I gave Allan Estes at San Francisco’s Theater Rhinoceros the premier of Street Theater in gratitude for his support of my earlier plays. My main memory of the opening was my 70- year-old mother being physically assaulted in front of the theatre by a disputation of radical lesbians, angry that my play dared to suggest drag queens participated in Stonewall. (No doubt they were the very same women who later hauled the dying Robert Chesley before a Star Chamber to explain why his plays did not gander-step to the beat of political correctness.)

Street Theater
Steve Soto, Justin Hilt, Brandon St. John
from the June 9, 2005, Fort Lauderdale, FL production
Photo: Danny Ducello  

Three New York City productions followed, the first a disastrous showcase at the old TOSOS site directed by a recently reformed dipsomaniac who spent the rehearsal negotiating the twelve steps.

The second was an award-winning, highly successful long run, deep in the bowels of Manhattan’s notorious Mineshaft. Casey Wayne and Philip Blackwell (and later Michael Lynch) dressed in the “tub room” where they took special pleasure in splashing gallons of Gardenia perfume around Wally Wallace’s cologne-free den of depravity.

An Off-Broadway engagement followed at the Actor’s Playhouse (David Drake’s debut), but Minetta Creek overflowed its underground conduit, flooding the theater and causing Street Theater to sink. As the waters rushed in, Michael Lynch was seen (as rumor has it) running up the aisle screaming, “drag queens first, then women and children!”

Many other dryer productions followed, but it wasn’t until after I directed the play in Seattle and Los Angeles in the late 80s that I was able to put the climax in its proper sequence. In April of 2002, the revised script of Street Theater was given it’s definitive production directed by Mark Finley, and produced by Barry Childs, for TOSOS II to critical acclaim and award nominations at the Eagle, NYC. (An archival DVD of this production is available for free from tosos2@nyc.rr.com)

Street Theater
Adam Hawkins, Rikki Red
from the August 4, 2005, New Orleans, LA production
Photo: Carlos Gonzalez  

Since its opening, Street Theater has had multiple productions all over the country, most recently in Omaha, Palm Springs, Memphis, Miami, Fort Lauderdale and New Orleans, where the run closed the night before Katrina arrived. (Because of the precarious condition of my heart, I have very little to say about a pirated and castrated version presented in London in the early 90s under the title “The Night They Buried Judy Garland.”)

The popularity of the play has been a major influence on other creative artists who pay me the great compliment of “lifting” (without permission or acknowledgment) character names, plot particulars and entire scenes from the play.
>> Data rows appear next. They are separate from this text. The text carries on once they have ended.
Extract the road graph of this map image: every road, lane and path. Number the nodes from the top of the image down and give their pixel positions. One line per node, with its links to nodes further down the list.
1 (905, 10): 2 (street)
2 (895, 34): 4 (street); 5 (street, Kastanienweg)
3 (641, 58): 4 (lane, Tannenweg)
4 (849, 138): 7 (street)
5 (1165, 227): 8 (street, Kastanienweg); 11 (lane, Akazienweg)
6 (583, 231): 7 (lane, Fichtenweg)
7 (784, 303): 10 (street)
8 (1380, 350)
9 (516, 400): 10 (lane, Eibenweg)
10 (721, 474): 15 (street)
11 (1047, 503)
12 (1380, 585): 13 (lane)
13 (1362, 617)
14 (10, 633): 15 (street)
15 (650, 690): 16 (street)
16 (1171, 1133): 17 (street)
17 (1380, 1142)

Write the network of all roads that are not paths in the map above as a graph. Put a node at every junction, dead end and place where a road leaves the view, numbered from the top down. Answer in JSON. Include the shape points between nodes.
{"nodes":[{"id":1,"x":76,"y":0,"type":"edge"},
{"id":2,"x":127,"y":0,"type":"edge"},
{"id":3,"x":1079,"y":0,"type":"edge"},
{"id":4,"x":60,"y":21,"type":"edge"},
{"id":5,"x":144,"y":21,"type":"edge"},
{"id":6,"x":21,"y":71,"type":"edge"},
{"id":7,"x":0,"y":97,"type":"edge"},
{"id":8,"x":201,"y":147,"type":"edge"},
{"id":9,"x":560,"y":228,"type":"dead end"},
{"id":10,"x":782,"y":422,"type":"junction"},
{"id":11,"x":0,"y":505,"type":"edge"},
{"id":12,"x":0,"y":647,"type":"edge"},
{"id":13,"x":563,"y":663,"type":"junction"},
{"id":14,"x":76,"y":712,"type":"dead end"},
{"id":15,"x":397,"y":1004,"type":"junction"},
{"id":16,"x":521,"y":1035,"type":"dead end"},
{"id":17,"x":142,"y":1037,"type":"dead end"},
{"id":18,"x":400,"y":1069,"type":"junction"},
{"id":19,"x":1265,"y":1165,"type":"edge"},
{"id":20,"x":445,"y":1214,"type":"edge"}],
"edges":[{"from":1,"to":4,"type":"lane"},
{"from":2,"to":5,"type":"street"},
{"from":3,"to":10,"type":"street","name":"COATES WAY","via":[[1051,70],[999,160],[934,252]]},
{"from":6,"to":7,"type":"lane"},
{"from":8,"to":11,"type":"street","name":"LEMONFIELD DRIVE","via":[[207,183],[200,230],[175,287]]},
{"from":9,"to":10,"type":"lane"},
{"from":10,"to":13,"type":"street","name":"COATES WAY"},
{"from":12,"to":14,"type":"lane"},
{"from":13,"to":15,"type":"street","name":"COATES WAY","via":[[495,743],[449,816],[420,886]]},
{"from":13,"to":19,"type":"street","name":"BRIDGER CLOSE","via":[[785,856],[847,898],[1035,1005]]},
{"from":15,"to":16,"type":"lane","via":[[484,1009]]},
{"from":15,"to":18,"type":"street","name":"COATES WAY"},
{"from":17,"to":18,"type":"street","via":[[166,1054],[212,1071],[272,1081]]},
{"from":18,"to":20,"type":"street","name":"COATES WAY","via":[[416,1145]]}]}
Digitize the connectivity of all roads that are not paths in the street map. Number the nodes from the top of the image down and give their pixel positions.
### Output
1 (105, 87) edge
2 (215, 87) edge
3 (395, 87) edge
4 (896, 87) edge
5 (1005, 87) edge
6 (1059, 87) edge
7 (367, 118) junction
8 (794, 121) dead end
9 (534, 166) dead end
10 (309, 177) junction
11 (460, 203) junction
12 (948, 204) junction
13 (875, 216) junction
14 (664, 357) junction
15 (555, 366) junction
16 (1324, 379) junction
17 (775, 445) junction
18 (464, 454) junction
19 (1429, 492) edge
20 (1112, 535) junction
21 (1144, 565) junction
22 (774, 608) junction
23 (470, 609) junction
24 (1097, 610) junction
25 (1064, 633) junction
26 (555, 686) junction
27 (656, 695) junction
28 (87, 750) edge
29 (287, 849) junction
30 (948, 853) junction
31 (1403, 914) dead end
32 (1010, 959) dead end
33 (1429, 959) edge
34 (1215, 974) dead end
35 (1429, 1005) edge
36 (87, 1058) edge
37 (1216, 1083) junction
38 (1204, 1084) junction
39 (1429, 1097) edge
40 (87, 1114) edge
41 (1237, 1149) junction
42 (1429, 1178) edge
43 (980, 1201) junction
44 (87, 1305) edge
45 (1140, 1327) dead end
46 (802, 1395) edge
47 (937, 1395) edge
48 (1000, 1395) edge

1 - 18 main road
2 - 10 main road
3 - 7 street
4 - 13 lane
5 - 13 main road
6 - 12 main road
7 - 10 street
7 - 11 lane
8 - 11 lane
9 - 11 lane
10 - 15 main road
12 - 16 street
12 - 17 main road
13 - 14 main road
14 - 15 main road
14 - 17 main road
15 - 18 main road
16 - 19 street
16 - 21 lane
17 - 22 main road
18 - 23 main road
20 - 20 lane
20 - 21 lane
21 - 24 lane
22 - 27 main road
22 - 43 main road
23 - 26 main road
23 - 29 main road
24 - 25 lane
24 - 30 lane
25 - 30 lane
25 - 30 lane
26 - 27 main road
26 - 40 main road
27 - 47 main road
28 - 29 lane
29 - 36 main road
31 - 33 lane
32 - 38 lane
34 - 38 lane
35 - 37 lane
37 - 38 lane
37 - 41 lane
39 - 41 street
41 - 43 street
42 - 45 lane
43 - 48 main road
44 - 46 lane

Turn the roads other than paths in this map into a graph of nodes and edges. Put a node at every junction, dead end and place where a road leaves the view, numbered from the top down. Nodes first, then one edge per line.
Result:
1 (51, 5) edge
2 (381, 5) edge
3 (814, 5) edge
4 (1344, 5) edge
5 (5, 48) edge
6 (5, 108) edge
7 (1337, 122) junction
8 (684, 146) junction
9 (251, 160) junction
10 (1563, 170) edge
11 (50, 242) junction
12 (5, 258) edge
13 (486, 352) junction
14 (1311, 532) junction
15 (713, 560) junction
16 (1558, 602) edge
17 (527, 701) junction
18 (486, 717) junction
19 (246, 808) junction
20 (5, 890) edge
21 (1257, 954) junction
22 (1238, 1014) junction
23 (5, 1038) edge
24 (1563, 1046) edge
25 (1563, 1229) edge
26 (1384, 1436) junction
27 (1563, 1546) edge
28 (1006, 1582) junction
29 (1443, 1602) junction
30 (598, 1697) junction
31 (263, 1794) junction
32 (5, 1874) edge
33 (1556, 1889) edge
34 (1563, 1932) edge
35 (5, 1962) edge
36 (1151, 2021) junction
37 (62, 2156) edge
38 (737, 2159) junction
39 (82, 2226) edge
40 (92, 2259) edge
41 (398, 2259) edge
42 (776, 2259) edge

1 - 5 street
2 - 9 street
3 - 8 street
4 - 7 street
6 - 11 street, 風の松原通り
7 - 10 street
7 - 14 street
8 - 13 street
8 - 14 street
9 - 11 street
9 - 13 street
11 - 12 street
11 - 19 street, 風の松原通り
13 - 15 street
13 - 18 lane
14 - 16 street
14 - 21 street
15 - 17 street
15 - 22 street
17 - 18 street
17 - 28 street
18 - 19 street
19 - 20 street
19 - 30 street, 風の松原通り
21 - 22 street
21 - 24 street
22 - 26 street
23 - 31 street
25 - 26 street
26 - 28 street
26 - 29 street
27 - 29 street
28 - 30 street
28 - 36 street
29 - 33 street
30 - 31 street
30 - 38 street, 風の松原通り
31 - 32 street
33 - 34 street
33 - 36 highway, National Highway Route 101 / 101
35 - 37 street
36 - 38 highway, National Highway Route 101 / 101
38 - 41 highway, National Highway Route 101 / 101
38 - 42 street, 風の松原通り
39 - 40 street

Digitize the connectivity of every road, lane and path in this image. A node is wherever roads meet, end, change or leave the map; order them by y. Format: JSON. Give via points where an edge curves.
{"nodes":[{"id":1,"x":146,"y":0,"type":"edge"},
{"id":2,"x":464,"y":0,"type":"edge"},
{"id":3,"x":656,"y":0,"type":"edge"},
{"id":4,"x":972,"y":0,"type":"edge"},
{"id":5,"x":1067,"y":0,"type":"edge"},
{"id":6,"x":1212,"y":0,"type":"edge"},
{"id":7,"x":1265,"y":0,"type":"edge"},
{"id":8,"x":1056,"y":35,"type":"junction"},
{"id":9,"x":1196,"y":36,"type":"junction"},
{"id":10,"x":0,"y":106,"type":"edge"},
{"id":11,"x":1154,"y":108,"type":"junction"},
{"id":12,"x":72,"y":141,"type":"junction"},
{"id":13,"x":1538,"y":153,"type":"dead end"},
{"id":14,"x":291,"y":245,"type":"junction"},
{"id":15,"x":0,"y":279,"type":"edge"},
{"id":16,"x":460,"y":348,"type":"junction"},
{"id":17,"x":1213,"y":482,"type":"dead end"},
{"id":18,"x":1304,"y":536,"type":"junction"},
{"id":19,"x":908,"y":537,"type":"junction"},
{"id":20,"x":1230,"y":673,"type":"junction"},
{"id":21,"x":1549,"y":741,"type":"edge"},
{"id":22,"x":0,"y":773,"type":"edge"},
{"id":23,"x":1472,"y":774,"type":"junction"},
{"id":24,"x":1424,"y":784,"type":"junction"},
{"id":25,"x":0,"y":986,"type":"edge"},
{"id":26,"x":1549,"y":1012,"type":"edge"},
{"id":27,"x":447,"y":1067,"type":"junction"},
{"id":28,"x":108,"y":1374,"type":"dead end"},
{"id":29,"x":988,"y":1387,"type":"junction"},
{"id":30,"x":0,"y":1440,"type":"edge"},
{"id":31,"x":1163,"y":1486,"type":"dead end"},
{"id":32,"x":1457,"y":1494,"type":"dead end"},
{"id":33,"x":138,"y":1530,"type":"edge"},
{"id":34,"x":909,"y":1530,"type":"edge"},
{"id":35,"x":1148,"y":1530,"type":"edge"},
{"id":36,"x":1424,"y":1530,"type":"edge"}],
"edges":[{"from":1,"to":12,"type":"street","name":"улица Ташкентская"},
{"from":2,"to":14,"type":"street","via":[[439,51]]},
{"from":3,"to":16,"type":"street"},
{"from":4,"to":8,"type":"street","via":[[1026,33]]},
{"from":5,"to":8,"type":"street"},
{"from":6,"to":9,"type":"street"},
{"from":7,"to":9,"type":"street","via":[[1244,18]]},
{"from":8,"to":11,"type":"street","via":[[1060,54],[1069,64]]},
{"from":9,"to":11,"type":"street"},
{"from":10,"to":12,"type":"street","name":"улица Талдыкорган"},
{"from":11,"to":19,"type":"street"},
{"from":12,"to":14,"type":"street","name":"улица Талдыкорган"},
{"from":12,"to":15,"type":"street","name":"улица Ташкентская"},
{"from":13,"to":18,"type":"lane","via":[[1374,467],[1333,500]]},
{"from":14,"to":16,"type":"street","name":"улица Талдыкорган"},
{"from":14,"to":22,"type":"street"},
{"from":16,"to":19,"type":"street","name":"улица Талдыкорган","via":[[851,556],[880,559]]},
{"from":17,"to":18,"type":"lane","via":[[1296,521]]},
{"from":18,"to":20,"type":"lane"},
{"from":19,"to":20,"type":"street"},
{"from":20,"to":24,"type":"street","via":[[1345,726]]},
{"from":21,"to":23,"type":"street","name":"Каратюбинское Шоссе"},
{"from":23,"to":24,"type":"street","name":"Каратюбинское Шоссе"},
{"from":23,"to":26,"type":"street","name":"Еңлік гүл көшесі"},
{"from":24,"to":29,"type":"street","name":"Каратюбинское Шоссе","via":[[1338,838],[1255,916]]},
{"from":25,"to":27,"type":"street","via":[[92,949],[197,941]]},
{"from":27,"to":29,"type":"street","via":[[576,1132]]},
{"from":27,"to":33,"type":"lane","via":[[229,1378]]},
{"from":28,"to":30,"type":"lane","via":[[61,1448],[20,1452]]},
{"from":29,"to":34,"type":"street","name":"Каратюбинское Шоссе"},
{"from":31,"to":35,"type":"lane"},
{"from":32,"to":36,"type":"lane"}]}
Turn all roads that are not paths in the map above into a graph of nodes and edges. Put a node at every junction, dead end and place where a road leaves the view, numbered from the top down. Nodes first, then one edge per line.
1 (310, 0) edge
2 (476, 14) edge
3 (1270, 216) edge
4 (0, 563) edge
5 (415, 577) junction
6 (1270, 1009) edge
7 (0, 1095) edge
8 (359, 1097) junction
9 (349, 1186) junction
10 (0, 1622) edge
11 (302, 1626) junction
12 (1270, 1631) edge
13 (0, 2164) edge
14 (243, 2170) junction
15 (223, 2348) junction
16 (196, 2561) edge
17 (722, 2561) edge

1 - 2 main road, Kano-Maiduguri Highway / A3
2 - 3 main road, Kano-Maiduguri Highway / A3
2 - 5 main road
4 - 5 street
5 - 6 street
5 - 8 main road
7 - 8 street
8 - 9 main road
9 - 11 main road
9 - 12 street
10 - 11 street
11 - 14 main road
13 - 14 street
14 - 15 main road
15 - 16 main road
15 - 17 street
Noteworthy “borrowers” are Tina Landau and Anne Hamburger, whose Stonewall: Night Variations was littered with bits and pieces of Street Theater; and Michael Korie,* who appropriated the play’s climax (even to my misquotation of actual graffiti) for the first act finale of his opera Harvey Milk. A leather-clad opera critic (redundant?) who, recognizing the “unlicensed” borrowing, suggested that I should be “flattered.” (*I wrote this before I saw “Gray Gardens” and am so impressed with Michael Korie’s lyrical contribution that I hereby give him carte blanche to take whatever he wants from any of my scripts.)

For the most reliable account of the Stonewall Riots, read David Carter’s “Stonewall,” (St. Martin’s Press). An earlier version of “Street Theater” was published by JH Press (now under the imprimatur T’n’T Classics, Inc.), and is included in the anthology “Out Front” (edited by Don Shewey, Grove Press.) The only version of “Street Theater” authorized for production is published by United Stages.